Di sisi lain, kalangan pengusaha Jatim mengusulkan agar penetapan UMK 2023 didasarkan pada PP 36 Tahun 2021 tentang Pengupahan. Pemprov Jatim harus menetapkan UMK 2023 paling lambat 30 November 2022. Adapun kebijakan tersebut mulai diberlakukan pada Januari 2023.
Sejumlah kabupaten dan kota di Jatim mulai mengusulkan besaran UMK pada 2023 kepada Pemprov Jatim. Salah satunya, Pemkot Madiun yang mengusulkan besaran upah minimum naik 7,8 persen dari tahun sebelumnya.
Wali Kota Madiun Maidi mengatakan usulan besaran upah minimum tersebut berdasarkan kesepakatan Dinas Tenaga Kerja, Koperasi, Usaha Kecil dan Menengah Madiun, bersama dewan pengupahan setempat. Adapun besaran UMK 2023 diusulkan Rp 2,138 juta per pekerja per bulan atau naik Rp 147.000 per bulan dibandingkan UMK 2022 sebesar Rp 1,991 juta per bulan.
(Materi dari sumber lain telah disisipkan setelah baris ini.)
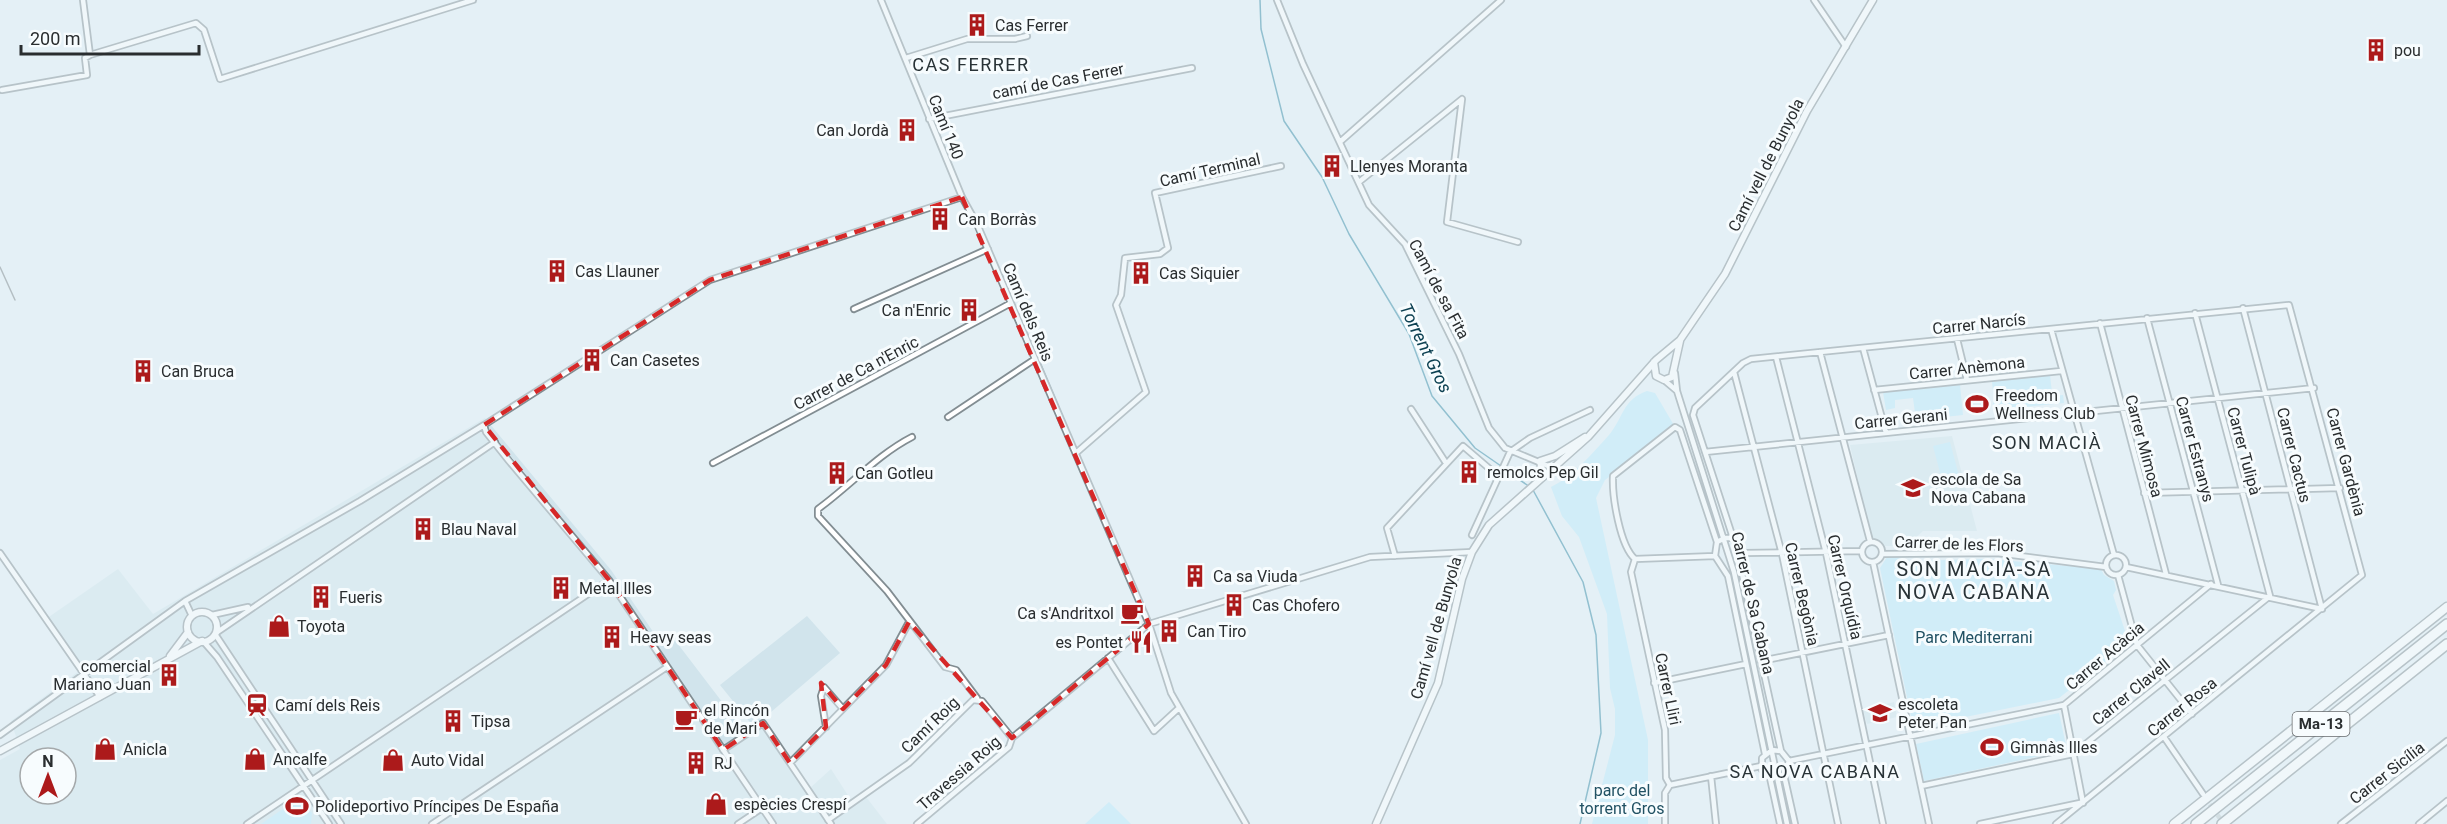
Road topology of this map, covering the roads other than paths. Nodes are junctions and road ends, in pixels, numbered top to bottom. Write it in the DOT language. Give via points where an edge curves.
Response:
graph roads {
  1 [pos="83,0"];
  2 [pos="473,0"];
  3 [pos="881,0"];
  4 [pos="1277,0"];
  5 [pos="1501,0"];
  6 [pos="1814,0"];
  7 [pos="1873,0"];
  8 [pos="1027,36"];
  9 [pos="1846,47"];
  10 [pos="90,55"];
  11 [pos="906,58"];
  12 [pos="1192,68"];
  13 [pos="2,90"];
  14 [pos="929,119"];
  15 [pos="1341,141"];
  16 [pos="1281,166"];
  17 [pos="1359,182"];
  18 [pos="962,197"];
  19 [pos="1518,242"];
  20 [pos="988,249"];
  21 [pos="1011,303"];
  22 [pos="2289,305"];
  23 [pos="2243,308"];
  24 [pos="854,309"];
  25 [pos="2195,313"];
  26 [pos="2147,318"];
  27 [pos="2100,323"];
  28 [pos="2051,329"];
  29 [pos="1957,339"];
  30 [pos="1680,340"];
  31 [pos="1863,348"];
  32 [pos="1820,352"];
  33 [pos="1776,357"];
  34 [pos="1035,359"];
  35 [pos="1657,359"];
  36 [pos="1674,362"];
  37 [pos="2061,371"];
  38 [pos="1734,372"];
  39 [pos="1675,373"];
  40 [pos="1656,376"];
  41 [pos="1641,379"];
  42 [pos="1664,380"];
  43 [pos="1967,380"];
  44 [pos="2314,388"];
  45 [pos="1874,390"];
  46 [pos="1677,391"];
  47 [pos="2266,393"];
  48 [pos="2217,398"];
  49 [pos="2170,403"];
  50 [pos="2121,408"];
  51 [pos="1411,409"];
  52 [pos="1590,410"];
  53 [pos="2073,413"];
  54 [pos="948,417"];
  55 [pos="484,425"];
  56 [pos="1887,433"];
  57 [pos="912,437"];
  58 [pos="1588,437"];
  59 [pos="1843,437"];
  60 [pos="495,442"];
  61 [pos="1796,442"];
  62 [pos="1753,447"];
  63 [pos="1514,450"];
  64 [pos="1704,452"];
  65 [pos="1076,453"];
  66 [pos="1540,460"];
  67 [pos="713,463"];
  68 [pos="1446,463"];
  69 [pos="1553,468"];
  70 [pos="1498,476"];
  71 [pos="1544,477"];
  72 [pos="2340,488"];
  73 [pos="2290,489"];
  74 [pos="2241,490"];
  75 [pos="2193,492"];
  76 [pos="2144,493"];
  77 [pos="1472,535"];
  78 [pos="1725,538"];
  79 [pos="1733,538"];
  80 [pos="1870,541"];
  81 [pos="1717,542"];
  82 [pos="1861,551"];
  83 [pos="1472,552"];
  84 [pos="0,553"];
  85 [pos="1826,553"];
  86 [pos="1744,554"];
  87 [pos="1782,554"];
  88 [pos="1882,554"];
  89 [pos="2114,555"];
  90 [pos="1395,556"];
  91 [pos="1715,556"];
  92 [pos="1635,559"];
  93 [pos="1874,562"];
  94 [pos="2106,567"];
  95 [pos="2126,567"];
  96 [pos="1723,568"];
  97 [pos="1741,569"];
  98 [pos="1734,572"];
  99 [pos="2166,574"];
  100 [pos="2118,575"];
  101 [pos="609,580"];
  102 [pos="2211,584"];
  103 [pos="2218,585"];
  104 [pos="2270,596"];
  105 [pos="185,601"];
  106 [pos="2447,606"];
  107 [pos="251,607"];
  108 [pos="2322,609"];
  109 [pos="212,615"];
  110 [pos="192,616"];
  111 [pos="909,622"];
  112 [pos="1149,624"];
  113 [pos="2447,624"];
  114 [pos="188,632"];
  115 [pos="216,633"];
  116 [pos="1889,635"];
  117 [pos="203,641"];
  118 [pos="1846,644"];
  119 [pos="2447,644"];
  120 [pos="2137,645"];
  121 [pos="1803,652"];
  122 [pos="1108,658"];
  123 [pos="167,659"];
  124 [pos="1761,661"];
  125 [pos="1746,664"];
  126 [pos="667,667"];
  127 [pos="83,672"];
  128 [pos="2165,680"];
  129 [pos="1654,683"];
  130 [pos="100,698"];
  131 [pos="978,698"];
  132 [pos="2064,705"];
  133 [pos="1179,708"];
  134 [pos="843,709"];
  135 [pos="2192,714"];
  136 [pos="826,727"];
  137 [pos="0,735"];
  138 [pos="1910,736"];
  139 [pos="2164,737"];
  140 [pos="1012,738"];
  141 [pos="2447,741"];
  142 [pos="1866,746"];
  143 [pos="1,748"];
  144 [pos="723,750"];
  145 [pos="1772,750"];
  146 [pos="1781,751"];
  147 [pos="1765,754"];
  148 [pos="1824,754"];
  149 [pos="2073,754"];
  150 [pos="1789,761"];
  151 [pos="790,763"];
  152 [pos="1761,766"];
  153 [pos="1784,775"];
  154 [pos="1711,776"];
  155 [pos="1770,778"];
  156 [pos="1778,778"];
  157 [pos="312,781"];
  158 [pos="1670,785"];
  159 [pos="303,786"];
  160 [pos="1921,786"];
  161 [pos="2203,794"];
  162 [pos="2447,801"];
  163 [pos="2083,802"];
  164 [pos="762,808"];
  165 [pos="829,822"];
  166 [pos="247,824"];
  167 [pos="329,824"];
  168 [pos="341,824"];
  169 [pos="432,824"];
  170 [pos="738,824"];
  171 [pos="773,824"];
  172 [pos="917,824"];
  173 [pos="1246,824"];
  174 [pos="1376,824"];
  175 [pos="1665,824"];
  176 [pos="1716,824"];
  177 [pos="1780,824"];
  178 [pos="1787,824"];
  179 [pos="1795,824"];
  180 [pos="1838,824"];
  181 [pos="1883,824"];
  182 [pos="1929,824"];
  183 [pos="1980,824"];
  184 [pos="2056,824"];
  185 [pos="2174,824"];
  186 [pos="2196,824"];
  187 [pos="2222,824"];
  188 [pos="2341,824"];
  189 [pos="2419,824"];
  1 -- 10 [label="street"];
  2 -- 10 [label="street" via="220,79 204,30 196,23"];
  3 -- 11 [label="street, Camí 140"];
  4 -- 15 [label="street, Camí de sa Fita"];
  5 -- 15 [label="street"];
  6 -- 9 [label="street"];
  7 -- 9 [label="street, Camí vell de Bunyola"];
  8 -- 11 [label="street" via="968,39"];
  9 -- 30 [label="street, Camí vell de Bunyola" via="1807,111 1725,274"];
  10 -- 13 [label="street" via="85,58 87,75"];
  11 -- 14 [label="street, Camí 140"];
  12 -- 14 [label="street, camí de Cas Ferrer"];
  14 -- 18 [label="street, Camí 140"];
  15 -- 17 [label="street, Camí de sa Fita"];
  16 -- 65 [label="street, Camí Terminal" via="1155,193 1168,248 1160,254 1125,258 1121,296 1116,305 1146,392"];
  17 -- 19 [label="street" via="1462,99 1447,222"];
  17 -- 63 [label="street, Camí de sa Fita" via="1369,205 1405,244 1459,354 1489,428 1505,448"];
  18 -- 20 [label="street, Camí dels Reis"];
  18 -- 55 [label="street" via="710,280"];
  20 -- 21 [label="street, Camí dels Reis"];
  20 -- 24 [label="street"];
  21 -- 34 [label="street, Camí dels Reis"];
  21 -- 67 [label="street, Carrer de Ca n'Enric"];
  22 -- 23 [label="street, Carrer Narcís"];
  22 -- 44 [label="street, Carrer Gardènia"];
  23 -- 25 [label="street, Carrer Narcís"];
  23 -- 47 [label="street, Carrer Cactus"];
  25 -- 26 [label="street, Carrer Narcís"];
  25 -- 48 [label="street, Carrer Tulipà"];
  26 -- 27 [label="street, Carrer Narcís"];
  26 -- 49 [label="street, Carrer Estranys"];
  27 -- 28 [label="street, Carrer Narcís"];
  27 -- 50 [label="street, Carrer Mimosa"];
  28 -- 29 [label="street, Carrer Narcís"];
  28 -- 37 [label="street"];
  29 -- 31 [label="street, Carrer Narcís"];
  29 -- 43 [label="street"];
  30 -- 35 [label="street, Camí vell de Bunyola"];
  30 -- 36 [label="street, Camí vell de Bunyola"];
  31 -- 32 [label="street, Carrer Narcís"];
  31 -- 45 [label="street"];
  32 -- 33 [label="street, Carrer Narcís"];
  32 -- 59 [label="street"];
  33 -- 38 [label="street, Carrer Narcís" via="1751,359"];
  33 -- 61 [label="street, Carrer Orquídia"];
  34 -- 54 [label="street"];
  34 -- 65 [label="street, Camí dels Reis"];
  35 -- 36 [label="street" via="1666,357"];
  35 -- 40 [label="street" via="1653,365"];
  35 -- 41 [label="street, Camí vell de Bunyola"];
  36 -- 39 [label="street"];
  37 -- 43 [label="street, Carrer Anèmona"];
  37 -- 53 [label="street"];
  38 -- 62 [label="street, Carrer Begònia"];
  38 -- 64 [label="street, Carrer Narcís" via="1695,408 1693,415"];
  39 -- 42 [label="street"];
  39 -- 46 [label="street, Carrer de Sa Cabana"];
  40 -- 41 [label="street"];
  40 -- 42 [label="street"];
  41 -- 58 [label="street, Camí vell de Bunyola" via="1622,395"];
  42 -- 46 [label="street"];
  43 -- 45 [label="street, Carrer Anèmona"];
  44 -- 47 [label="street, Carrer Gerani"];
  44 -- 72 [label="street, Carrer Gardènia"];
  45 -- 56 [label="street"];
  46 -- 78 [label="street, Carrer de Sa Cabana"];
  47 -- 48 [label="street, Carrer Gerani"];
  47 -- 73 [label="street, Carrer Cactus"];
  48 -- 49 [label="street, Carrer Gerani"];
  48 -- 74 [label="street, Carrer Tulipà"];
  49 -- 50 [label="street, Carrer Gerani"];
  49 -- 75 [label="street, Carrer Estranys"];
  50 -- 53 [label="street, Carrer Gerani"];
  50 -- 76 [label="street, Carrer Mimosa"];
  51 -- 68 [label="street"];
  52 -- 63 [label="street" via="1530,438"];
  53 -- 56 [label="street, Carrer Gerani"];
  53 -- 89 [label="street"];
  55 -- 60 [label="street"];
  55 -- 105 [label="street"];
  56 -- 59 [label="street, Carrer Gerani"];
  57 -- 111 [label="street" via="894,447 818,509 818,516 887,591"];
  58 -- 66 [label="street"];
  58 -- 69 [label="street, Camí vell de Bunyola"];
  59 -- 61 [label="street, Carrer Gerani"];
  59 -- 80 [label="street"];
  60 -- 101 [label="street"];
  60 -- 107 [label="street"];
  61 -- 62 [label="street, Carrer Gerani"];
  61 -- 85 [label="street, Carrer Orquídia"];
  62 -- 64 [label="street, Carrer Gerani"];
  62 -- 87 [label="street, Carrer Begònia"];
  63 -- 66 [label="street, Camí de sa Fita"];
  63 -- 70 [label="street"];
  64 -- 79 [label="street"];
  65 -- 112 [label="street, Camí dels Reis"];
  66 -- 69 [label="street, Camí de sa Fita"];
  66 -- 71 [label="street"];
  68 -- 70 [label="street" via="1463,446"];
  68 -- 90 [label="street" via="1387,528"];
  69 -- 71 [label="street, Camí vell de Bunyola"];
  70 -- 77 [label="street"];
  71 -- 83 [label="street, Camí vell de Bunyola" via="1489,525"];
  72 -- 73 [label="street"];
  72 -- 108 [label="street, Carrer Gardènia" via="2362,575"];
  73 -- 74 [label="street"];
  73 -- 108 [label="street, Carrer Cactus"];
  74 -- 75 [label="street"];
  74 -- 104 [label="street, Carrer Tulipà"];
  75 -- 76 [label="street"];
  75 -- 103 [label="street, Carrer Estranys"];
  76 -- 99 [label="street, Carrer Mimosa"];
  78 -- 79 [label="street"];
  78 -- 81 [label="street"];
  78 -- 98 [label="street, Carrer de Sa Cabana"];
  79 -- 86 [label="street"];
  80 -- 82 [label="street"];
  80 -- 88 [label="street" via="1878,544"];
  81 -- 91 [label="street"];
  81 -- 92 [label="street" via="1680,430 1675,427 1613,476 1626,552"];
  82 -- 85 [label="street"];
  82 -- 93 [label="street" via="1866,560"];
  83 -- 90 [label="street"];
  83 -- 174 [label="street, Camí vell de Bunyola" via="1438,683"];
  84 -- 127 [label="street"];
  85 -- 87 [label="street"];
  85 -- 118 [label="street, Carrer Orquídia"];
  86 -- 87 [label="street"];
  86 -- 97 [label="street"];
  87 -- 121 [label="street, Carrer Begònia"];
  88 -- 93 [label="street"];
  88 -- 94 [label="street, Carrer de les Flors" via="1997,554"];
  89 -- 94 [label="street" via="2108,558"];
  89 -- 95 [label="street" via="2122,557"];
  90 -- 112 [label="street" via="1370,557"];
  91 -- 92 [label="street"];
  91 -- 96 [label="street"];
  92 -- 129 [label="street, Carrer Lliri" via="1631,572"];
  93 -- 116 [label="street"];
  94 -- 100 [label="street"];
  95 -- 99 [label="street"];
  95 -- 100 [label="street"];
  96 -- 98 [label="street"];
  96 -- 125 [label="street"];
  97 -- 98 [label="street"];
  97 -- 124 [label="street"];
  98 -- 145 [label="street, Carrer de Sa Cabana"];
  99 -- 102 [label="street"];
  100 -- 120 [label="street"];
  101 -- 126 [label="street"];
  101 -- 157 [label="street"];
  102 -- 103 [label="street"];
  102 -- 120 [label="street, Carrer Acàcia"];
  103 -- 104 [label="street"];
  104 -- 108 [label="street"];
  104 -- 128 [label="street, Carrer Clavell"];
  105 -- 110 [label="street"];
  105 -- 127 [label="street"];
  106 -- 185 [label="highway"];
  107 -- 109 [label="street"];
  107 -- 115 [label="street"];
  108 -- 135 [label="street, Carrer Rosa"];
  109 -- 110 [label="street" via="200,612"];
  109 -- 115 [label="street" via="217,623"];
  110 -- 114 [label="street"];
  111 -- 131 [label="street" via="945,667 956,670"];
  111 -- 134 [label="street" via="886,666"];
  112 -- 122 [label="street"];
  112 -- 133 [label="street, Camí dels Reis"];
  113 -- 186 [label="highway, Ma-13"];
  114 -- 117 [label="street"];
  114 -- 123 [label="street"];
  115 -- 117 [label="street"];
  115 -- 157 [label="street"];
  116 -- 118 [label="street"];
  116 -- 138 [label="street"];
  117 -- 123 [label="street"];
  117 -- 159 [label="street"];
  118 -- 121 [label="street"];
  118 -- 142 [label="street, Carrer Orquídia"];
  119 -- 187 [label="highway, Ma-13"];
  120 -- 128 [label="street"];
  120 -- 132 [label="street, Carrer Acàcia"];
  121 -- 124 [label="street"];
  121 -- 148 [label="street, Carrer Begònia"];
  122 -- 133 [label="street" via="1154,731"];
  122 -- 140 [label="street"];
  123 -- 130 [label="street"];
  124 -- 146 [label="street"];
  125 -- 129 [label="street"];
  125 -- 147 [label="street"];
  126 -- 144 [label="street"];
  126 -- 169 [label="street"];
  127 -- 130 [label="street"];
  127 -- 137 [label="street"];
  128 -- 135 [label="street"];
  128 -- 149 [label="street, Carrer Clavell"];
  129 -- 158 [label="street, Carrer Lliri" via="1665,730 1666,778"];
  130 -- 143 [label="street"];
  131 -- 140 [label="street, Camí Roig"];
  131 -- 165 [label="street, Camí Roig" via="909,763"];
  132 -- 138 [label="street, Carrer Acàcia"];
  132 -- 149 [label="street"];
  133 -- 173 [label="street, Camí dels Reis"];
  134 -- 136 [label="street"];
  134 -- 136 [label="street" via="824,687 821,696"];
  135 -- 139 [label="street, Carrer Rosa"];
  136 -- 151 [label="street"];
  138 -- 142 [label="street, Carrer Acàcia"];
  138 -- 160 [label="street"];
  139 -- 161 [label="street"];
  139 -- 163 [label="street, Carrer Rosa"];
  140 -- 172 [label="street, Travessia Roig" via="1009,747"];
  141 -- 188 [label="street, Carrer Sicília"];
  142 -- 148 [label="street, Carrer Acàcia"];
  142 -- 181 [label="street, Carrer Orquídia"];
  144 -- 151 [label="street, Camí Roig" via="763,723"];
  144 -- 164 [label="street"];
  145 -- 146 [label="street"];
  145 -- 147 [label="street"];
  145 -- 156 [label="street, Carrer de Sa Cabana"];
  146 -- 150 [label="street"];
  147 -- 152 [label="street"];
  148 -- 150 [label="street, Carrer Acàcia"];
  148 -- 180 [label="street, Carrer Begònia"];
  149 -- 160 [label="street, Carrer Clavell"];
  149 -- 163 [label="street"];
  150 -- 153 [label="street"];
  151 -- 165 [label="street, Camí Roig"];
  152 -- 154 [label="street"];
  152 -- 155 [label="street"];
  153 -- 156 [label="street"];
  153 -- 179 [label="street"];
  154 -- 158 [label="street"];
  154 -- 176 [label="street"];
  155 -- 156 [label="street"];
  155 -- 177 [label="street"];
  156 -- 178 [label="street, Carrer de Sa Cabana"];
  157 -- 159 [label="street"];
  157 -- 168 [label="street"];
  158 -- 175 [label="street, Carrer Lliri" via="1665,793"];
  159 -- 166 [label="street"];
  159 -- 167 [label="street"];
  160 -- 182 [label="street"];
  162 -- 189 [label="street"];
  163 -- 183 [label="street"];
  163 -- 184 [label="street, Carrer Rosa"];
  164 -- 170 [label="street"];
  164 -- 171 [label="street"];
}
“Kesepakatan sudah ditandangani oleh dewan pengupahan dalam rapat koordinasi,” ujar Maidi.
Dia menambahkan penetapan besaran UMK 2023 didasarkan pada hasil perhitungan BPS dan pertumbuhan ekonomi lokal. Ekonomi Kota Madiun tumbuh signifikan meski didera pandemi Covid-19. Oleh karena itulah, sudah sewajarnya upah pekerja menyesuaikan agar mereka sejahtera.
Wakil Menteri Ketenagakerjaan Afriansya Noor dalam kunjungannya di Sidoarjo, Selasa (15/11/2022) mengatakan dewan pengupahan nasional tengah merumuskan besaran nilai upah minimum 2023 berdasarkan ketentuan PP 36 Tahun 2021. Namun, pekerja atau buruh tidak mau menggunakan ketentuan tersebut dan meminta kenaikan sebesar 13 persen.
Menyikapi hal itu, Kemenakertrans tetap menggunakan PP 36 sebagai acuan. Dia berharap semua pihak menerima dengan baik kebijakan pemerintah agar pengusaha tidak terbebani dengan penetapan upah minimum tersebut sementara para pekerja tidak merasa rugi.
Menurut dia, pemerintah sebagai regulator tidak memihak kepada pekerja ataupun pengusaha. Inflasi sebesar 5,7 persen tahun ini harus diperhitungkan agar pertumbuhan ekonomi berjalan optimal. Pekerja diharapkan memahami upaya bersama untuk menjaga kelangsungan dunia usaha terutama menghadapi ancaman krisis global tahun depan.
“Jadi intinya pengusahanya senang, pekerjanya juga senang, ketika kenaikan upah minimum tahun 2023,” ucap Afriansya Noor.
Presiden Direktur PT Maspion Alim Markus mengatakan kondisi perekonomian saat ini sangat tidak stabil. Hal itu berdampak pada pengusaha dan karyawan. Dampak paling berat dirasakan oleh industri padat karya karena jumlah karyawannya banyak.
Pada saat bersamaan, keresahan terparah juga dirasakan oleh karyawan yang bekerja pada industri padat karya karena mereka dibayang-bayangi pemutusan hubungan kerja setiap saat. Oleh karena itulah, menurut Alim Markus semua pihak harus mengacu pada ketentuan perundangan yang berlaku yakni PP 36/2021.
“PP ini harus dibuat patokan. Itu hukumnya. Kalau tidak mau melihat hukum negara hancur. Siapa investor yang mau masuk jika investor di dalam negeri saja tidak mau berusaha,” ucap Alim Markus.